> [The problem]
Which lines have the string "nodes"? Copy all of them from the entries below.

> [Materials provided]
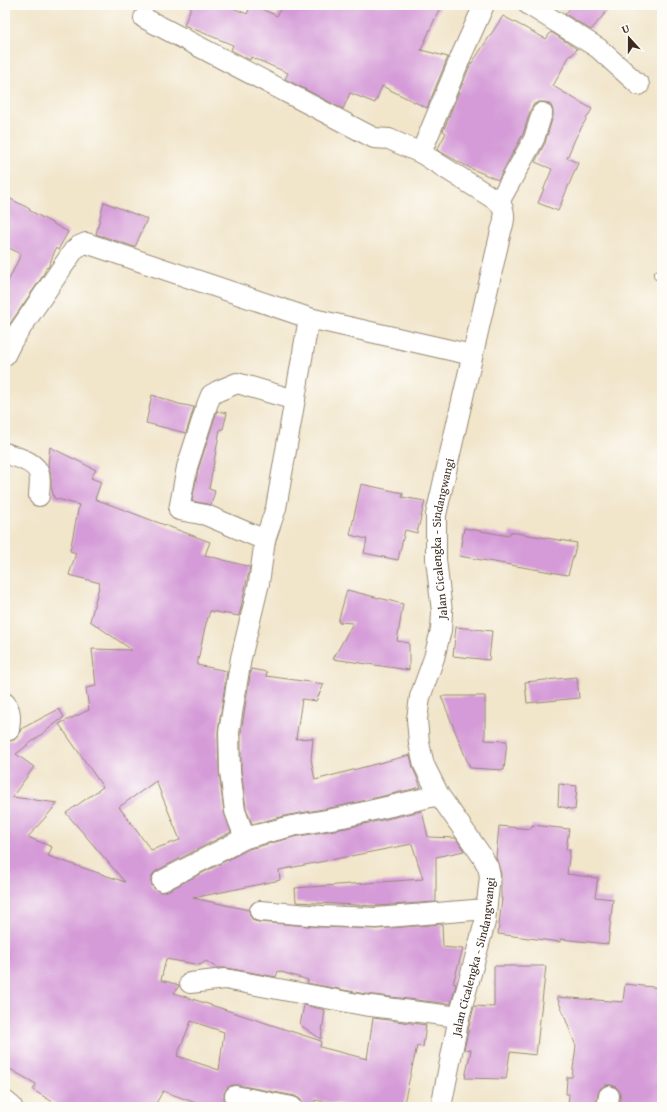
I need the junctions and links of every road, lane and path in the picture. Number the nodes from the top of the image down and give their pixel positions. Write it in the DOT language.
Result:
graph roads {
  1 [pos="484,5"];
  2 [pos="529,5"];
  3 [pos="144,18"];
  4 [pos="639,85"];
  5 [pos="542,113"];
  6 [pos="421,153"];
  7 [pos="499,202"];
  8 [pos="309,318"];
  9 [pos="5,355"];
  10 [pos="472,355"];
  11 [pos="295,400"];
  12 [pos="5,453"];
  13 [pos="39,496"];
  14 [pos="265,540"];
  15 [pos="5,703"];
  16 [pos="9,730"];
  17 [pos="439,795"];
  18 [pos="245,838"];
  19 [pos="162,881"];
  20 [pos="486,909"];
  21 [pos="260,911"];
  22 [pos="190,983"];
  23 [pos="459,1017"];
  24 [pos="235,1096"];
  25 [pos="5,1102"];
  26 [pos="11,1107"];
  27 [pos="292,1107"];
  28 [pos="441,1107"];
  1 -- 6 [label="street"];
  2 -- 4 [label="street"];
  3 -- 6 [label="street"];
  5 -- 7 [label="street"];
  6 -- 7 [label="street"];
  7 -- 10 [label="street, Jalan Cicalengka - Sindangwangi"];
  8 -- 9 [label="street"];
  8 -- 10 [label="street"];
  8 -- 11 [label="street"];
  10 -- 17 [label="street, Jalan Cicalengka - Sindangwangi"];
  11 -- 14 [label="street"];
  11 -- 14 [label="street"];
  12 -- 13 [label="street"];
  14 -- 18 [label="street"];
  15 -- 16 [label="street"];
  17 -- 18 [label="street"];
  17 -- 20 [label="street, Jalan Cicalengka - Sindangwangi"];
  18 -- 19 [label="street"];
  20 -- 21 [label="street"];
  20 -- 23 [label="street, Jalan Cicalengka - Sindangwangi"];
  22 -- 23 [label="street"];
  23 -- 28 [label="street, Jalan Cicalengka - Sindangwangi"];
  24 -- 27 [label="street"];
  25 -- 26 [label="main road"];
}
* * *
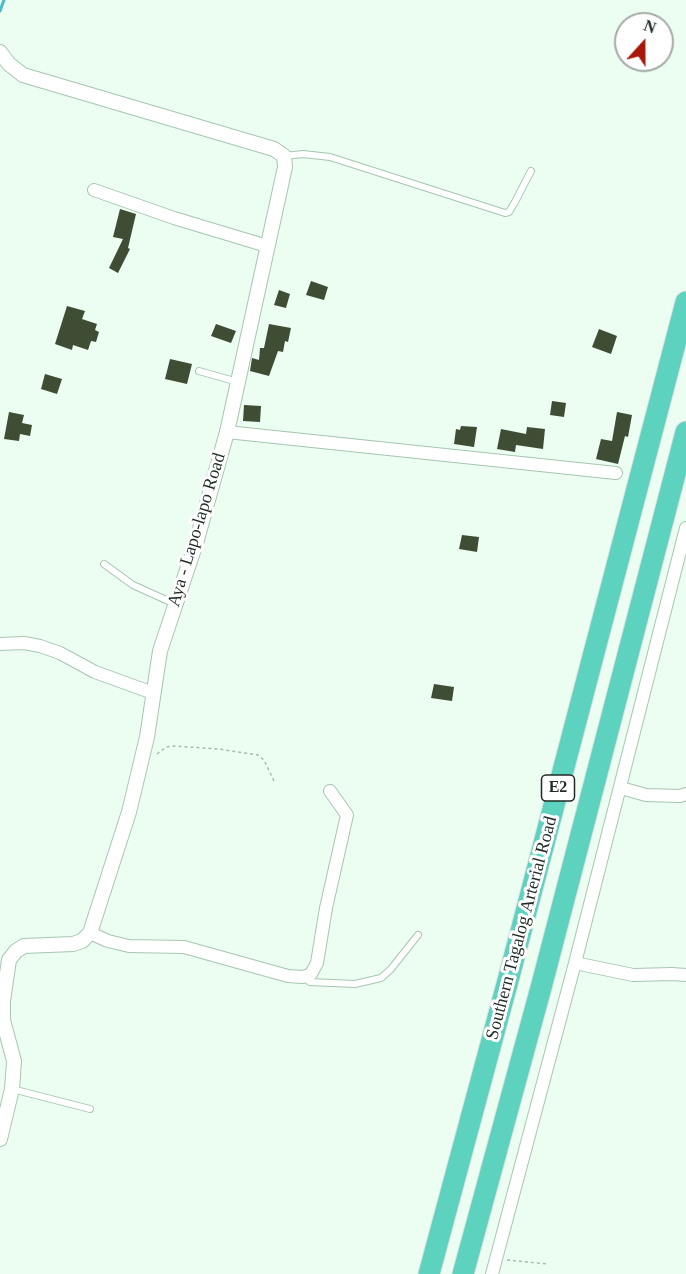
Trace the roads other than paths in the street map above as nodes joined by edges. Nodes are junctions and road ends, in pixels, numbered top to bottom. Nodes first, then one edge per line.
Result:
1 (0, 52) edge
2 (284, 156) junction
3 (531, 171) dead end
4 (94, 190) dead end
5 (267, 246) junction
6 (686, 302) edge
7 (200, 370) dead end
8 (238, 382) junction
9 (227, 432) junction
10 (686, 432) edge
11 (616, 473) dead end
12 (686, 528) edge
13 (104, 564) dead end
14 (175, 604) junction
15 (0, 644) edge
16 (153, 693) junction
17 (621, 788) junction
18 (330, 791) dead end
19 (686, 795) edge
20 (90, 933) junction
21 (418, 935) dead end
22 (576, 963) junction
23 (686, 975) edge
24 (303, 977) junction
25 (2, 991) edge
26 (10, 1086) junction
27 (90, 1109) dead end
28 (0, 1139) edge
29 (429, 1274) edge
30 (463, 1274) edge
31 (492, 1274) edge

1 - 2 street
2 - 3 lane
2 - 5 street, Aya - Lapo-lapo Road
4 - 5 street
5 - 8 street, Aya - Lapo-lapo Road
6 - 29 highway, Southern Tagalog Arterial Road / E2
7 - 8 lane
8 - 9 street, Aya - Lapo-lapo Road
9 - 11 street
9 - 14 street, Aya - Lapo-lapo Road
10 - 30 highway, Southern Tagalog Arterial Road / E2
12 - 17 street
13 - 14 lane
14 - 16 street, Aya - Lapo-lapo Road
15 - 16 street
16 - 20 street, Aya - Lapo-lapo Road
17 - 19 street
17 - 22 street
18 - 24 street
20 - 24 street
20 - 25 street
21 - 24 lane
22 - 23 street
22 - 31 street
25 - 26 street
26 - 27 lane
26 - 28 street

> [The answer]
I need the junctions and links of every road, lane and path in the picture. Number the nodes from the top of the image down and give their pixel positions. Write it in the DOT language.
Trace the roads other than paths in the street map above as nodes joined by edges. Nodes are junctions and road ends, in pixels, numbered top to bottom. Nodes first, then one edge per line.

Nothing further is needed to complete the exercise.